‘Feel good’ moments
A lot of people ask me what it is like canvassing. It is an intensely social activity in which the object of the exercise is to meet with as many people face to face as possible. Political scientists have confirmed that the single most important factor influencing voters is whether they have met the candidate in the flesh. Our campaign has largely been built around door to door canvassing along with shopping centre and Luas appearances. It is a bit of a slog- especially in inclement weather- but it is also hugely rewarding. Everyone on a campaign loves the “feel good” moment. Here are some of mine.

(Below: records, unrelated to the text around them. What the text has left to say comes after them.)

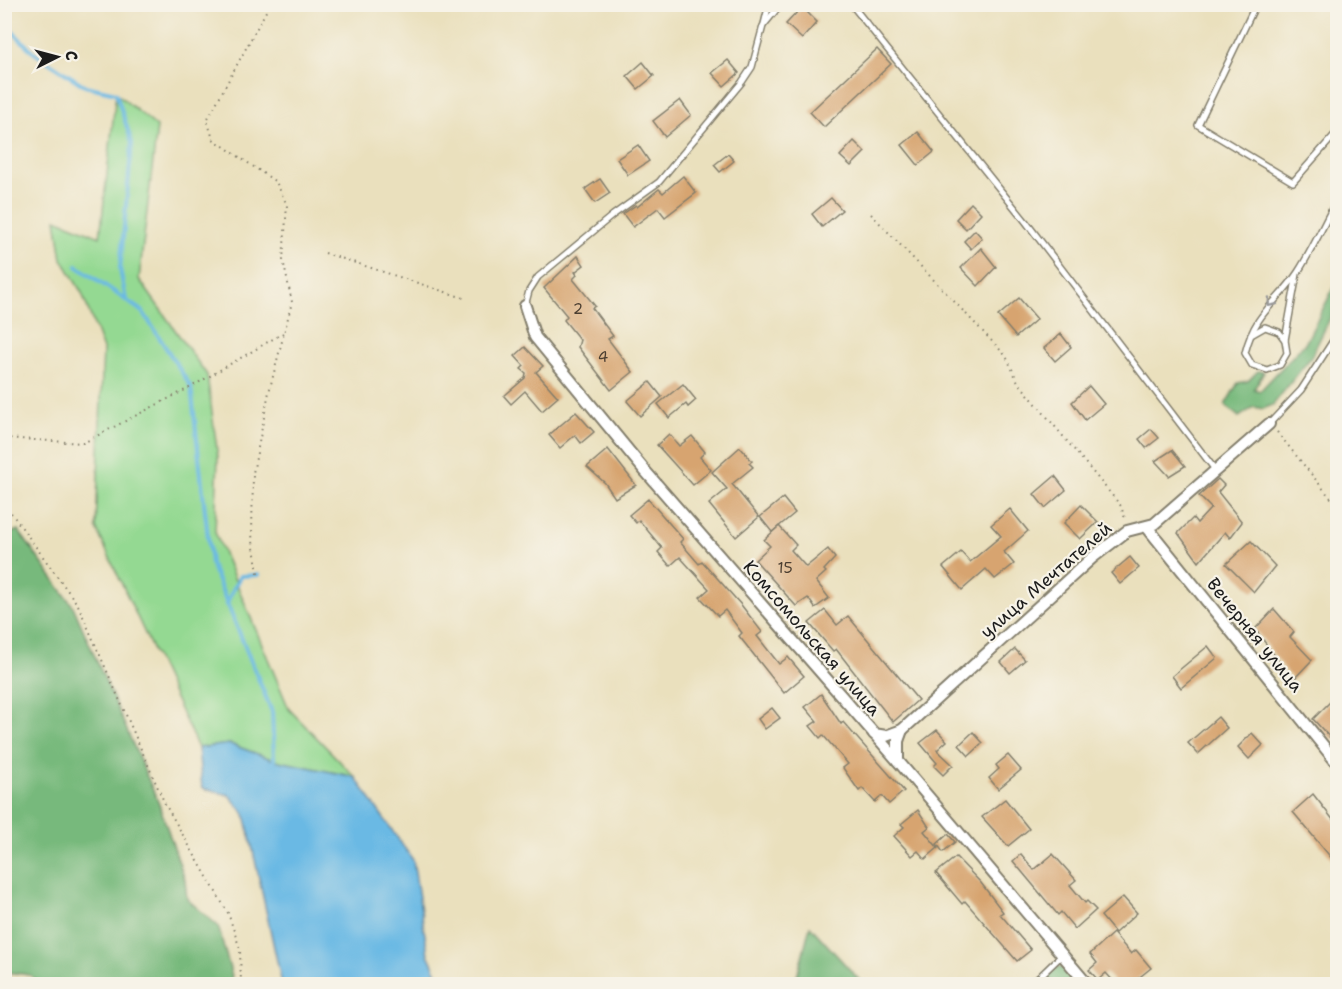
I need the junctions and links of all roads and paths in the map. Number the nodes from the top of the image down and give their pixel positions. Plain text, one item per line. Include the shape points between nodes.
1 (270, 4) edge
2 (769, 4) edge
3 (781, 4) edge
4 (851, 4) edge
5 (1256, 4) edge
6 (763, 26) junction
7 (1338, 131) edge
8 (1338, 198) edge
9 (871, 214) dead end
10 (325, 254) dead end
11 (1297, 273) junction
12 (464, 298) dead end
13 (525, 306) joint
14 (285, 332) junction
15 (1338, 333) edge
16 (1250, 336) junction
17 (1286, 340) junction
18 (1269, 424) junction
19 (4, 438) edge
20 (1216, 471) junction
21 (4, 503) edge
22 (1338, 507) edge
23 (1147, 527) junction
24 (1127, 531) junction
25 (258, 573) dead end
26 (902, 730) junction
27 (874, 734) junction
28 (898, 761) junction
29 (1338, 764) edge
30 (1062, 954) junction
31 (241, 984) edge
32 (1032, 984) edge
33 (1087, 984) edge

1 - 14 path via 207,120 213,139 276,182 287,205 283,260 292,302
2 - 6 lane
3 - 6 lane
4 - 20 lane via 1026,222
5 - 7 lane via 1198,125 1293,182
6 - 13 lane via 752,67 666,173 538,277
8 - 11 lane
9 - 24 path via 1006,356 1018,382 1121,506
10 - 12 path
11 -> 16 lane via 1267,306
11 - 17 lane
13 - 27 street, Комсомольская улица via 542,346
14 - 19 path via 83,443
14 - 25 path via 253,473 252,535
15 - 18 lane via 1301,390
16 - 17 lane via 1265,327 1279,332
16 - 17 lane via 1245,352 1252,365 1267,370 1280,365 1287,353
18 - 20 street, улица Мечтателей
18 - 22 path
20 - 23 street, улица Мечтателей
21 - 31 path via 78,605 165,804 228,913 240,949
23 - 24 street, улица Мечтателей
23 - 29 street, Вечерняя улица
24 - 26 street, улица Мечтателей
26 - 27 street via 886,736
26 - 28 street
27 - 28 street, Комсомольская улица
28 - 30 street, Комсомольская улица
30 - 32 lane
30 - 33 street, Комсомольская улица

I met the boys of St. Mary’s N.S. Rathfarnham on Thursday, February 17th as they poured out thee school gates and their energy, enthusiasm and eagerness ‘to meet the candidate’ literally bowled me over. I couldn’t get near the parents as I was prevailed upon to sign journals, hand out canvass cards and give ‘high fives’ to my junior fan base.
Outside Rathfarnham Church on Sunday morning, February 19th a woman approached me and gently said “ You take care, we’ll get you there.” After another service elsewhere in the constituency an army officer recently returned from a stint abroad told me proudly that he had already cast a postal ballot and voted Alex White number 1.
In Whitechurch estate, Sunday afternoon, February 19th a bunch of us were moving down the street. A man crossed the road, held out his hand and said “This is your time, this is your election. You have my number one vote.” It’s moments like those that keep the bounce in my step, and that also remind me of what a privilege it is to be out on the stump, seeking a mandate from the people of Dublin South.